In June 2001, the Financial Accounting Standards Board (FASB) issued Statements of Financial Accounting Standards (SFAS) No. 141, Business Combinations and No. 142, Goodwill and Other Intangible Assets. SFAS No. 141 requires that the purchase method of accounting be used for all business combinations completed after June 30, 2001. Goodwill and intangibles deemed to have indefinite lives will no longer be amortized but will be subject to annual impairment tests. Other intangible assets will continue to be amortized over their useful lives.

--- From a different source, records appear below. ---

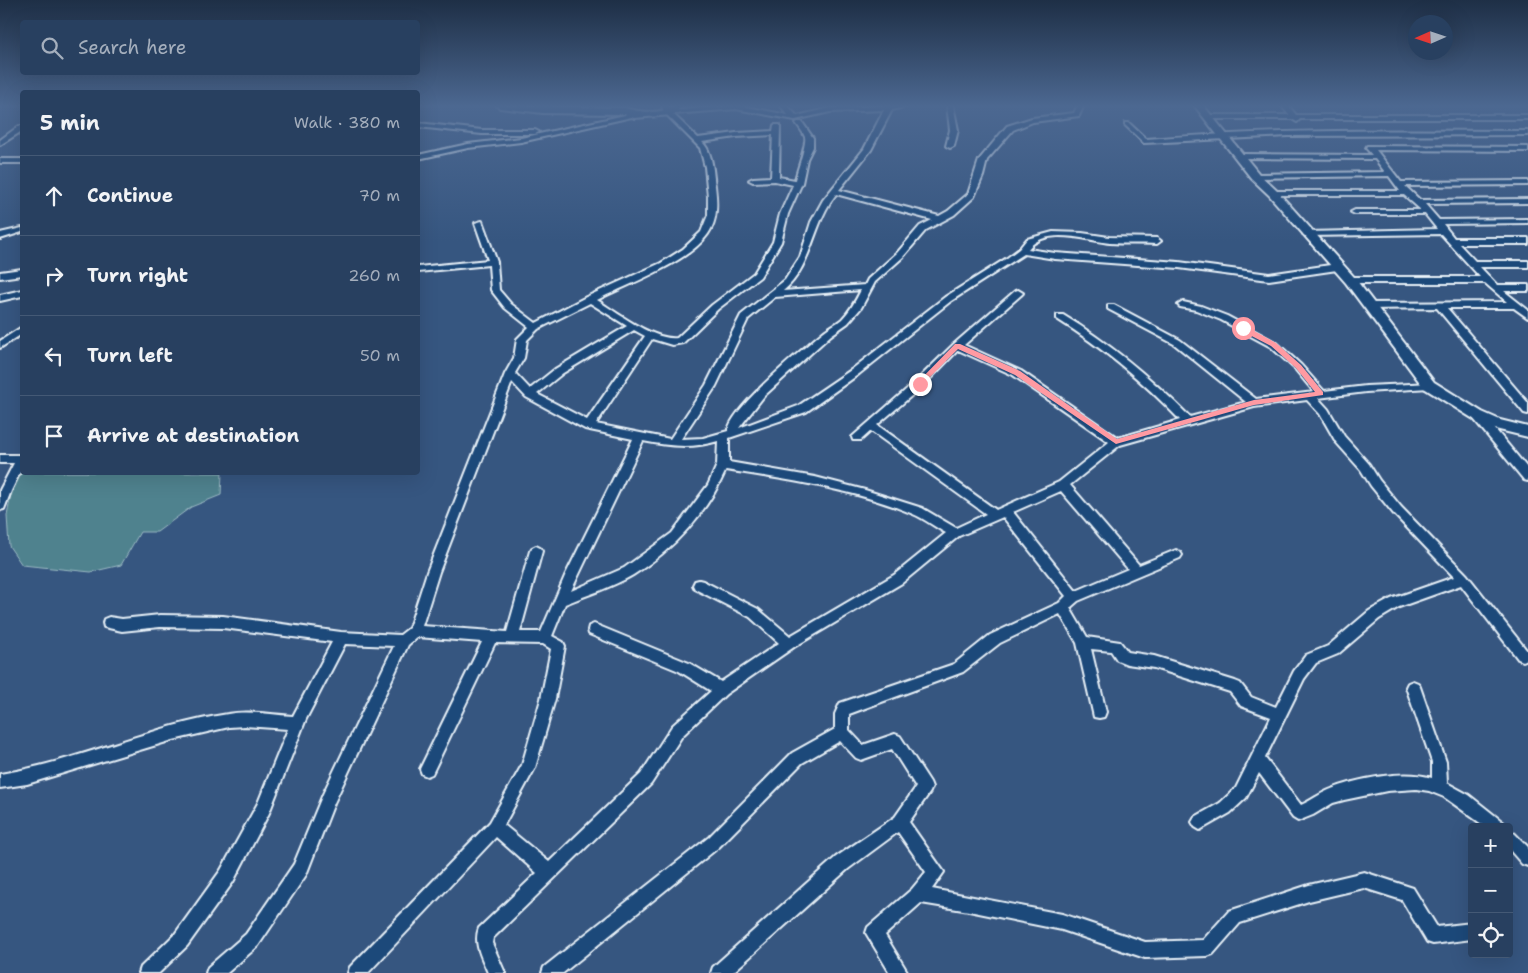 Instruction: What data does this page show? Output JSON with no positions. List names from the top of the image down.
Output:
{
  "north": "left",
  "page": {
    "search": "Search here",
    "heading": ["5 min", "Walk · 380 m"],
    "list": [
      ["Continue", "70 m"],
      ["Turn right", "260 m"],
      ["Turn left", "50 m"],
      "Arrive at destination"
    ],
    "map_buttons": ["+", "−"]
  }
}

The Company will apply the new rules on accounting for goodwill and other intangible assets beginning in the first quarter of 2002. Application of the nonamortization provisions of the Statement is expected to result in an increase in net income of approximately $1.1 million ($0.02 per share) per year. During 2002, the Company will perform the first of the required impairment tests of goodwill and indefinite lived intangible assets as of January 1, 2002. The Company has not yet determined the impact, if any, these impairment tests will have on the financial statements of the Company.

NOTE I – CONTINGENCIES

The Company is subject, from time to time, to a variety of civil and administrative proceedings arising out of its normal operations, including, without limitation, product liability claims and health, safety and environmental claims. The Company believes it has meritorious defenses to these claims and intends to contest such suits vigorously. All costs associated with these claims, including defense and settlements, have been immaterial to the Company’s consolidated financial statements. Based on the Company’s historical experience in litigating these claims, including a significant number of dismissals, summary judgments and defense verdicts in many cases and immaterial settlement amounts, the Company believes resolution of these claims and proceedings, individually or in the aggregate, will not have a material adverse impact upon the Company’s consolidated financial statements.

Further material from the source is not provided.